(THE INPUT begins)

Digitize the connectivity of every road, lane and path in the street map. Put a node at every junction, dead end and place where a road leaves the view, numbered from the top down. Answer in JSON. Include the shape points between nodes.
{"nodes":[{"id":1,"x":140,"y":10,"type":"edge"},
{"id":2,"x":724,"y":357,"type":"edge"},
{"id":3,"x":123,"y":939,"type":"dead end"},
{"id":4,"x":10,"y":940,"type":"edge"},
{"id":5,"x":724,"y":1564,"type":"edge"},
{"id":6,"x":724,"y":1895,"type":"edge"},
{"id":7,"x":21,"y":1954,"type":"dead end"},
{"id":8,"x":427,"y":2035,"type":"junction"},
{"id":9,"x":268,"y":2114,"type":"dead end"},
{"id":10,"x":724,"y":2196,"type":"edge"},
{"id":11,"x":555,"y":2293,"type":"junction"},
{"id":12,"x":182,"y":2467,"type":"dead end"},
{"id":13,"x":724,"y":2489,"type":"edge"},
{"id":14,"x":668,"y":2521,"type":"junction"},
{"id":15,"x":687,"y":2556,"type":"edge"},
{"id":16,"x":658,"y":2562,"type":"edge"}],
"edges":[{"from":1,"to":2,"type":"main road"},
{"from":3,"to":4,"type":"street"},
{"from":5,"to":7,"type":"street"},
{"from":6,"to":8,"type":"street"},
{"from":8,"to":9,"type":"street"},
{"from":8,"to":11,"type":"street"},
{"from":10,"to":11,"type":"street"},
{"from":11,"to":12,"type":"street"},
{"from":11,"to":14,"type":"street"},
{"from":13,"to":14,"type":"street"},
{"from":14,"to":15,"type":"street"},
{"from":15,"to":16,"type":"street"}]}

(THE INPUT ends)

#### EXERCISE PROMPT
Transcribe the records in full, so that each line reads exactly as before.

#### OUTPUT BELOW
Digitize the connectivity of every road, lane and path in the street map. Put a node at every junction, dead end and place where a road leaves the view, numbered from the top down. Answer in JSON. Include the shape points between nodes.
{"nodes":[{"id":1,"x":140,"y":10,"type":"edge"},
{"id":2,"x":724,"y":357,"type":"edge"},
{"id":3,"x":123,"y":939,"type":"dead end"},
{"id":4,"x":10,"y":940,"type":"edge"},
{"id":5,"x":724,"y":1564,"type":"edge"},
{"id":6,"x":724,"y":1895,"type":"edge"},
{"id":7,"x":21,"y":1954,"type":"dead end"},
{"id":8,"x":427,"y":2035,"type":"junction"},
{"id":9,"x":268,"y":2114,"type":"dead end"},
{"id":10,"x":724,"y":2196,"type":"edge"},
{"id":11,"x":555,"y":2293,"type":"junction"},
{"id":12,"x":182,"y":2467,"type":"dead end"},
{"id":13,"x":724,"y":2489,"type":"edge"},
{"id":14,"x":668,"y":2521,"type":"junction"},
{"id":15,"x":687,"y":2556,"type":"edge"},
{"id":16,"x":658,"y":2562,"type":"edge"}],
"edges":[{"from":1,"to":2,"type":"main road"},
{"from":3,"to":4,"type":"street"},
{"from":5,"to":7,"type":"street"},
{"from":6,"to":8,"type":"street"},
{"from":8,"to":9,"type":"street"},
{"from":8,"to":11,"type":"street"},
{"from":10,"to":11,"type":"street"},
{"from":11,"to":12,"type":"street"},
{"from":11,"to":14,"type":"street"},
{"from":13,"to":14,"type":"street"},
{"from":14,"to":15,"type":"street"},
{"from":15,"to":16,"type":"street"}]}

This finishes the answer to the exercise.